The UK’s cities were one of the key political battlegrounds of last year’s General Election. Labour may have consolidated its vote in big metropolitan areas in England and Wales – but the Tories made surprising inroads in places such as Mansfield, Middlesbrough and Walsall.
It’s clear, then, that cities will continue to be an important political battleground in the coming years – and that for either of the main political parties to make a breakthrough, they’ll need to win over urban voters.
But what do people in UK cities think about the key political issues of the day? And how do they feel about the political and economic direction that the UK is heading in?
To get an insight into these questions, Centre for Cities recently commissioned polling company ComRes to survey urban voters – that is, those who live in Britain’s 62 largest urban areas – on some of the most pressing issues the UK faces, from Brexit, immigration and house prices, to broader questions about where political power should reside.
The findings suggest that Britain’s urban residents are far from content about the political path the UK is on, and the current status quo of Westminster politics.
Urban Britons are gloomy about the UK’s future prospects, and their own
On the positive side, 42 per cent of people in cities said that the UK would be more economically prosperous in 2030 than it is now, compared to 30 per cent who disagreed.
However, just over a third (36 per cent) said they believe that future generations will be more financially prosperous than they are now. An even smaller number – just 31 per cent – agreed that that the UK is going in the right direction politically, compared to 51 per cent who disagreed.
People in cities are less progressive on immigration than you might think
Concerns about immigration helped drive the vote for Brexit, yet it’s often assumed that this is primarily a concern in towns and rural areas – and that the UK’s city dwellers are more liberal on this issue.
But the polling suggests that people in cities are less open and tolerant of immigration than you might think.
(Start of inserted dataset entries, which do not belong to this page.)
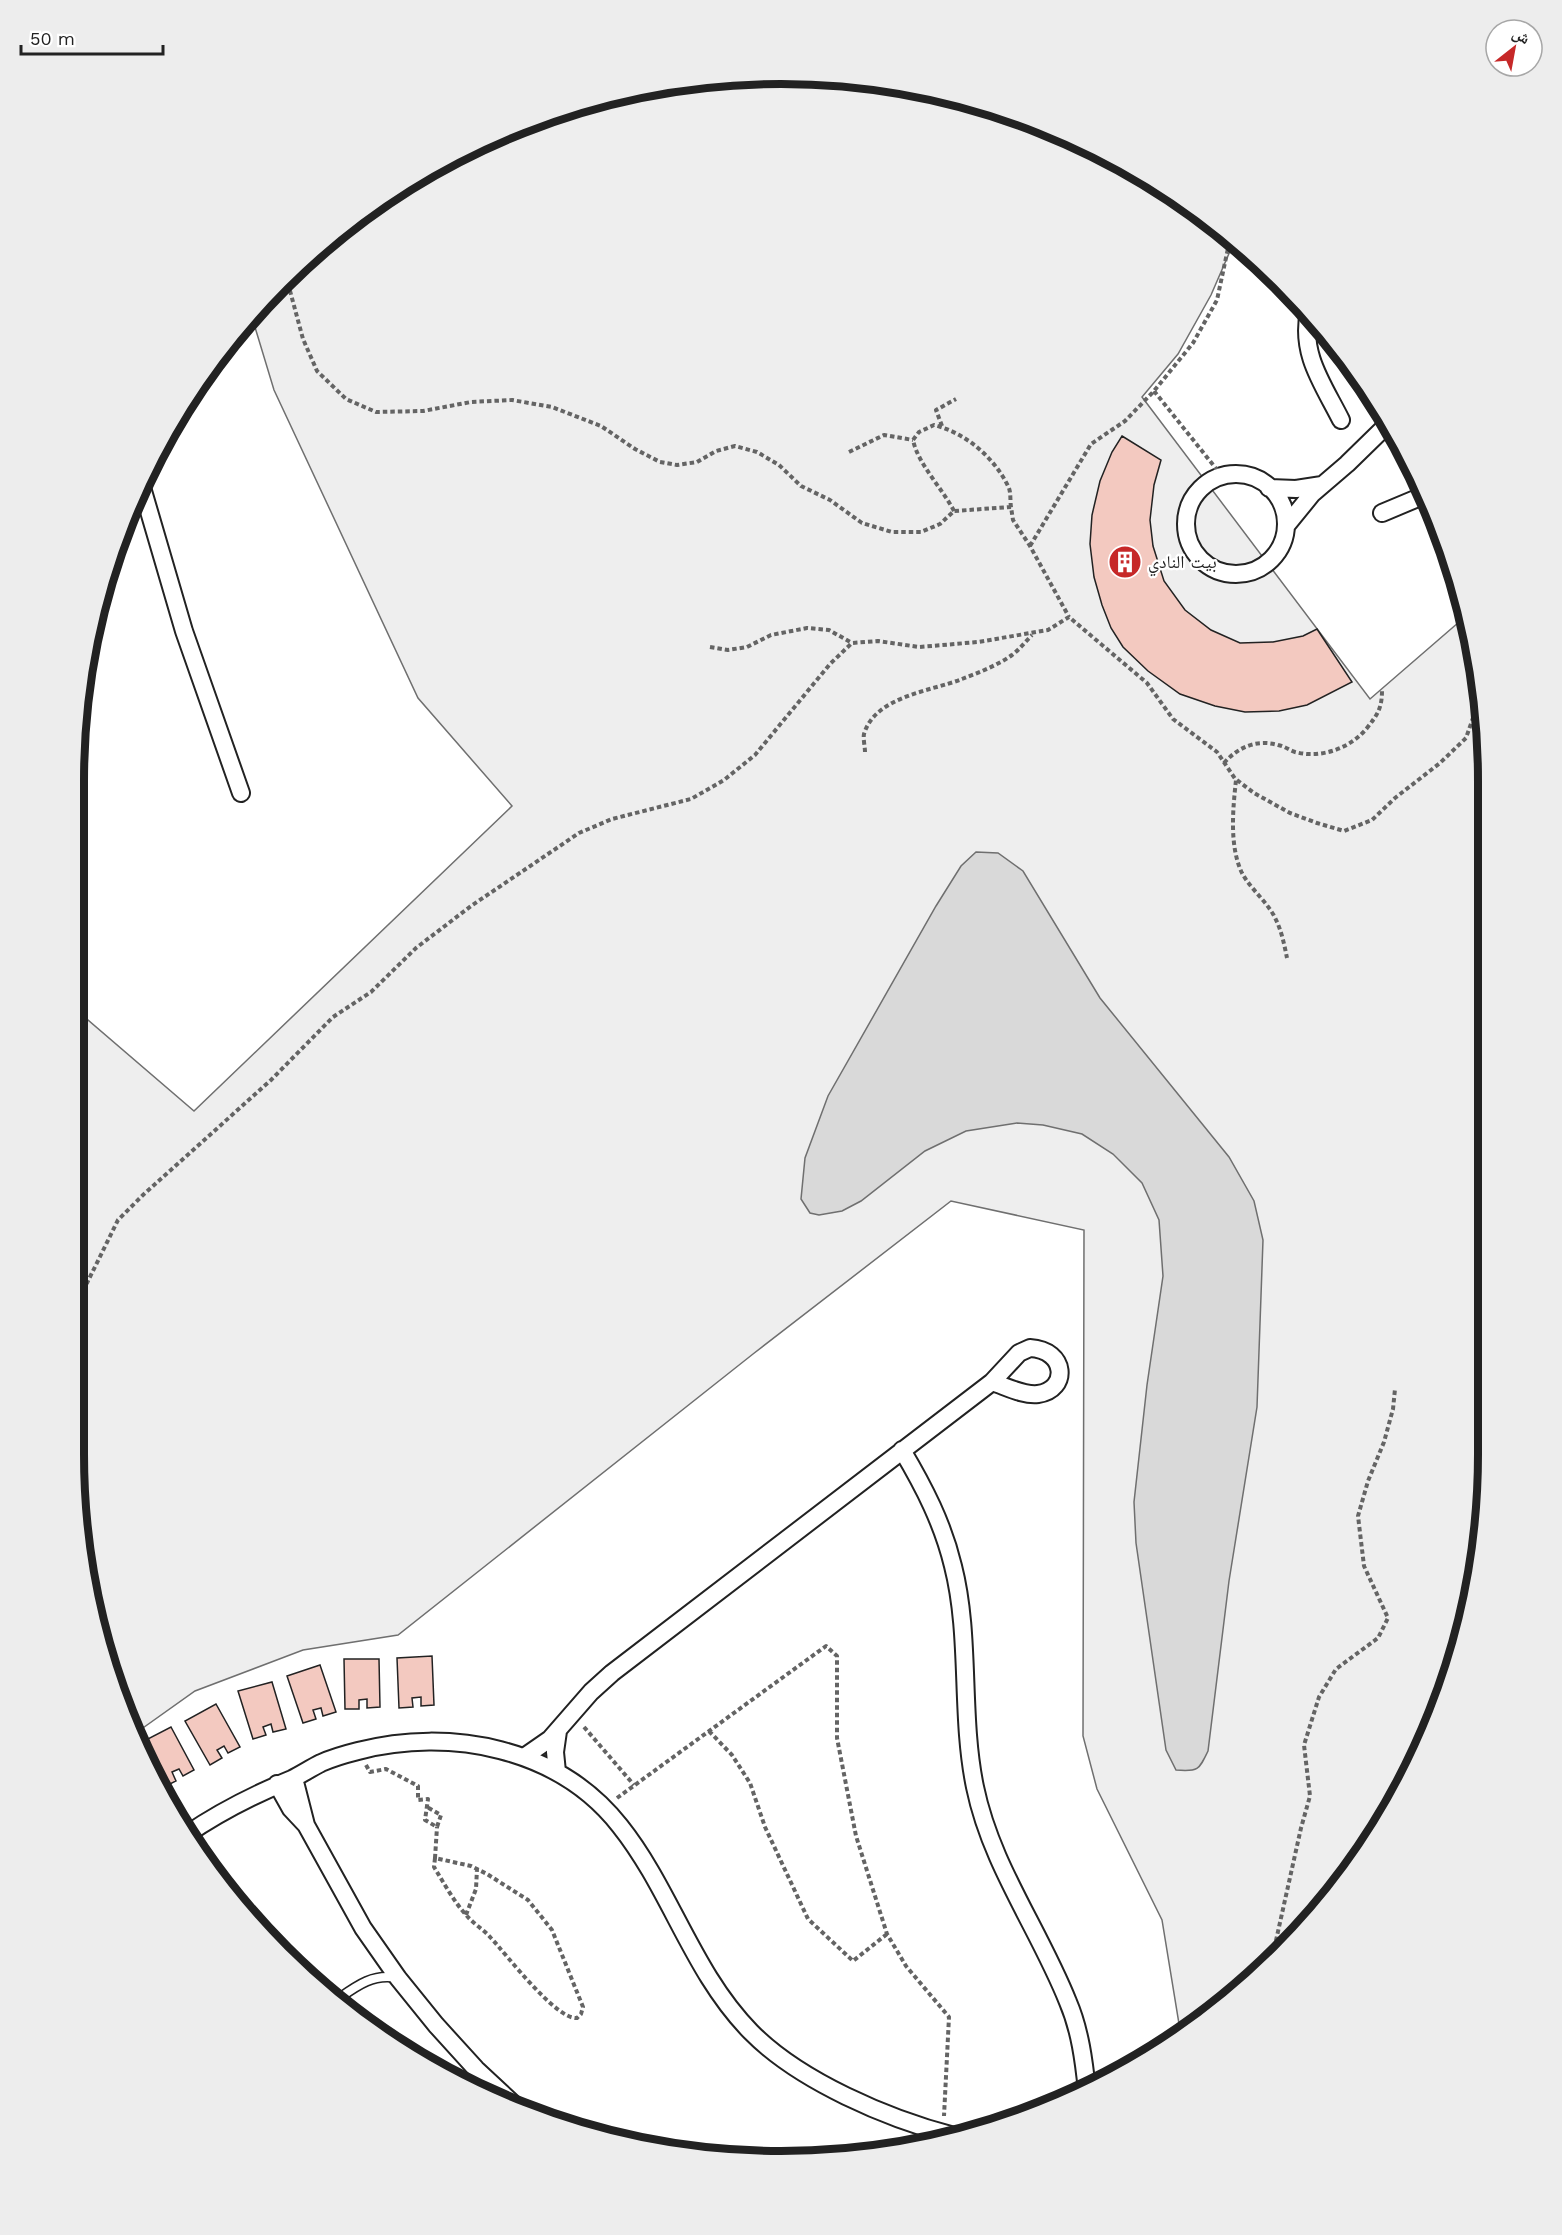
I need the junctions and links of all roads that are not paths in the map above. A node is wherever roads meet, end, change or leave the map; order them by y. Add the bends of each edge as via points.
1 (1307, 324) edge
2 (1341, 420) dead end
3 (1383, 429) edge
4 (1323, 485) junction
5 (1269, 488) junction
6 (145, 497) edge
7 (1418, 498) edge
8 (1382, 513) dead end
9 (1286, 526) junction
10 (241, 793) dead end
11 (992, 1382) dead end
12 (902, 1450) junction
13 (558, 1731) junction
14 (524, 1757) junction
15 (557, 1772) junction
16 (294, 1778) junction
17 (277, 1784) junction
18 (306, 1825) junction
19 (194, 1830) edge
20 (398, 1978) junction
21 (343, 1996) edge
22 (1086, 2080) edge
23 (501, 2092) edge
24 (940, 2132) edge

1 - 2 street via 1310,360
3 - 4 street
4 - 5 street
4 - 9 street
5 - 9 street via 1283,509
5 - 9 street via 1247,476 1222,476 1202,487 1189,506 1186,529 1194,550 1220,572 1243,574 1273,558
6 - 10 street via 184,631
7 - 8 street
11 - 12 street
12 - 13 street via 612,1673
12 - 22 street via 941,1525 954,1567 978,1798 992,1844 1016,1899 1069,2004
13 - 14 street
13 - 15 street
14 - 15 street
14 - 16 street via 454,1742 410,1742 323,1762
15 - 24 street via 604,1807 641,1856 720,1997 752,2033 789,2063 828,2087
16 - 17 street
16 - 18 street
17 - 18 street via 291,1809
17 - 19 street
18 - 20 street via 363,1928
20 - 21 lane via 370,1979
20 - 23 street via 436,2025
The majority of people in cities say that immigration has made a positive contribution to the UK economy over the last 30 years (59 per cent), and that immigrants contribute towards greater cultural diversity (62 per cent).
However, even more people in cities say that current levels of immigration have left public services overstretched (68 per cent), and that the UK is “now full” as a result of current immigration levels (64 per cent)
Moreover, just over a quarter of city dwellers say think that the UK should welcome more immigrants (27 per cent)
The ‘Big Society’ lives on in UK cities
David Cameron’s plans for the ‘Big Society’ may be a distant memory, but the polling suggests that some of the thinking behind this initiative lives on in UK cities. In particular, it indicates that people in cities want national government to take a back seat – and let communities and individuals take the lead on local services.
When we asked urban voters about who should take decisions about public services in their areas, nearly two thirds said that local government (61 per cent), community groups (62 per cent) and individuals (63 per cent) should have a stake. But only 30 per cent said national government should be involved in decision-making to some extent.
Out of these four groups, 43 per cent of people in cities said local government should take the lead in these decisions – but nearly a quarter (24 per cent) said individual residents should be most responsible, and 17 per cent said community groups. Just 15 per cent said that national government should have the most responsibility for these issues.
More people in cities said that they can vote for someone who understands and represents them in local elections (50 per cent) than in national ballots (43 per cent).
Support for a second referendum on the UK’s Brexit deal is strong in cities
Given that people in cities largely voted to remain in the EU, it’s perhaps not surprising that there is considerable appetite among urban voters for a second referendum on the terms of the UK’s Brexit deal.
Nearly half of urban Britons (48 per cent) say they support the idea of a second referendum, compared to 35 per cent who oppose it.
Most analysis of the vote for Brexit focused on the sense of disillusionment and alienation felt in Britain’s ‘left-behind places’ – the towns and rural areas where the vote to leave the EU was strongest.
But two years on from the referendum, this polling suggests that people in cities are similarly pessimistic about the political path the UK is on, and their position within it. These are lessons which the main political parties must pay heed to if they are to make the crucial breakthrough in UK cities needed to sweep to power in the next general election.
Andrew Carter is chief executive of the think tank Centre for Cities.
Methodology: ComRes interviewed 2,046 adults in Great Britain aged 18+ online between 18-20th May 2018. Respondents were categorised into those living inside and outside Primary Urban Areas (PUAs). Data from PUA and non-PUA residents were each weighted separately to be representative of all adults aged 18+ in those areas by age, gender, region and social grade. The overall sample was then weighted to be representative of the split between PUA and non-PUA residents overall. ComRes is a member of the British Polling Council and abides by its rules. Tables can be found online here.